The Chithirai festival in Madurai is among the world’s longest annual celebrations (lasts for about a month). It is celebrated in an attempt to unite the Vishnavites and the Shaivites. It does so by re-enacting the wedding of Lord Sundareswarar (Lord Shiva) and Goddess Meenakshi (Lord Vishnu’s sister).
Held in the famous Meenakshi Temple, it’s a festival that has been celebrated since ancient times, it has never failed to attract the attention of both national and international tourists. If a trip to Madurai is on the cards, check out these five fascinating facts about the fest
5. A Four Hundred Year Old Festival
The heart of Madurai is the chosen location for this festival, which has been celebrated since a long time ago. History has it that this festival dates back four hundred centuries. Since then it has been a crowd puller and still is. Lakhs of people gather here to celebrate this occasion. It’s wonderful to be a part of a historically significant festival. Earlier the festival was celebrated in Sholavandan, but then King Thirumalai Naykar, changed the place of celebrations to Madurai.
4. Worshippers Arrive At the Location in Bullock Cards
You will come across old black and white pictures of the Chithirai festival where people would arrive at the temple in bullock-driven carts to worship. To keep this tradition alive, most people stick to it and still arrive at the temple premises on bullock carts. Many say that their past generations would always travel by bullock cart to reach there and had always wished the next generation to follow in their footsteps. This is why this ritual is still alive among the masses. The improving condition of the roads has been a boon for the visitors, as the travel time has come down from a week to a day.
3. Two different Festivals: Meenakshi and Alagar
Historically speaking, originally there used to be two different festivals namely the Meenakshi festival and the Alagar festival. They were celebrated in two different months. The Shaivites celebrated the Meenakshi festival. It is believed that Meenakshi is the daughter of the Pandya king who is also another avatar of Goddess Sakthi, the wife of Lord Shiva. She was born out of the fire and grew up to become a fearless warrior. After conquering the world she attacked Kailayam where Shiva lived, but fell in love with him. Both married and Shiva ruled the Pandya kingdom from then on.

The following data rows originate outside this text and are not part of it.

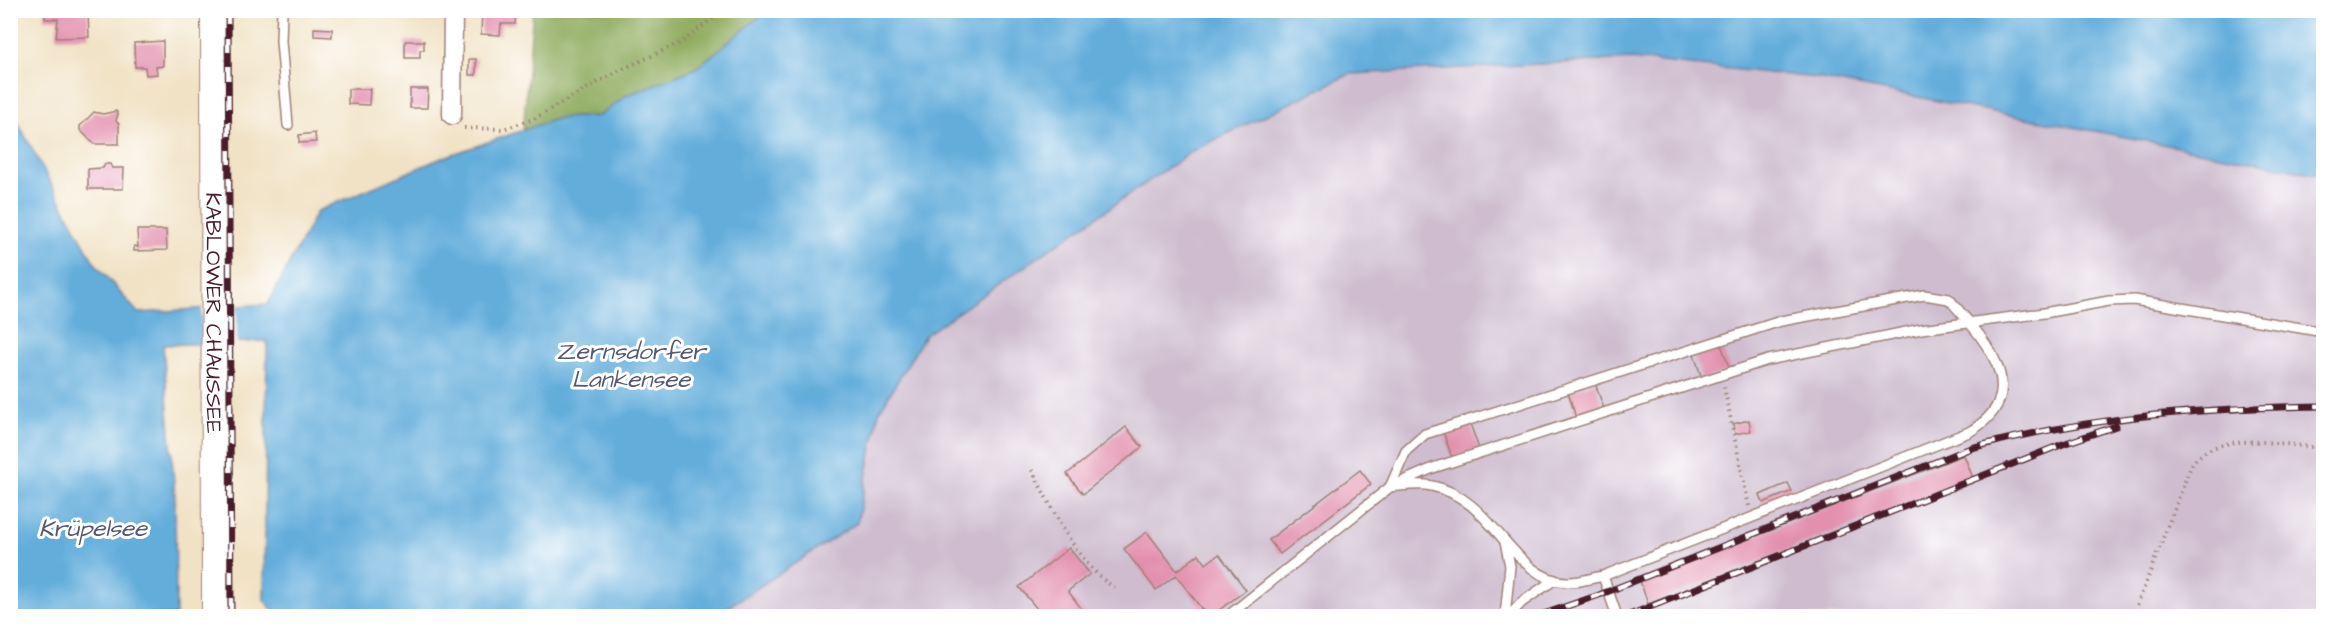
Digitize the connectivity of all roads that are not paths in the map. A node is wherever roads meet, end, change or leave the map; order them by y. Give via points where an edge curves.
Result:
1 (214, 10) edge
2 (282, 10) edge
3 (453, 10) edge
4 (452, 115) road end
5 (288, 125) dead end
6 (1969, 322) junction
7 (2324, 332) edge
8 (1390, 487) junction
9 (1504, 540) junction
10 (1603, 576) junction
11 (1554, 580) junction
12 (215, 616) edge
13 (1228, 616) edge
14 (1507, 616) edge
15 (1617, 616) edge

1 - 12 street, KABLOWER CHAUSSEE
2 - 5 lane
3 - 4 street
6 - 7 lane via 2134,300
6 - 8 lane via 1768,360 1432,468
6 - 8 lane via 1949,299 1924,295 1781,321 1425,434 1406,451
6 - 10 lane via 2001,372 2002,393 1985,423
8 - 9 lane via 1432,486 1454,494 1475,507
8 - 13 lane
9 - 11 lane via 1534,571
9 - 14 lane via 1510,566
10 - 11 lane via 1567,582
10 - 15 lane
11 - 14 lane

The Vaishnavites believed that there was an ascetic named Mandoorka rishi who was once bathing in the holy waters of the Alagar Hills. Durvasar Maharishi, a powerful and short-tempered god entered an on finding Mandoorka not welcoming him cursed him to become a frog. To revive from the curse Mandoorka travels to the river Vaigai where the 10 avatars of Vishnu bless him.
2. Merging of the two festivals by King Thirumalai Naykar
King Thirumalai Naykar was the one who shifted the festival to Madurai, but the biggest achievement was to unite the followers of Shiva and Vishnu under the umbrella of a festival, which would celebrate both the Gods and Goddesses believed by each. Since then on it has been celebrated as one big month-long festival, which takes place every year during the Tamil month of Chithirai. The name therefore changed to Chithirai Tiruvizha after its transformation.
1. A List of Events at the Festival
The Chithirai Festival being a month long affair includes several events. First is the Kodi Yetram.The chief priest of the Meenakshi temple hoists a flag, which marks the beginning of the festival. Nest is the Pattabisekam – a coronation ceremony for the gods. After this is the Dikvijayam, which is followed by the Meenakshi Tirukalyanam. These are the celebration of the love affair and the marriage of Meenakshi with Shiva. Next is Ther Thiruvizha, where people pull the chariot of Meenakshi. This is followed by Etir Sevai and the event of Alagar Vaigai Elenthuarulal. With this the festival closes.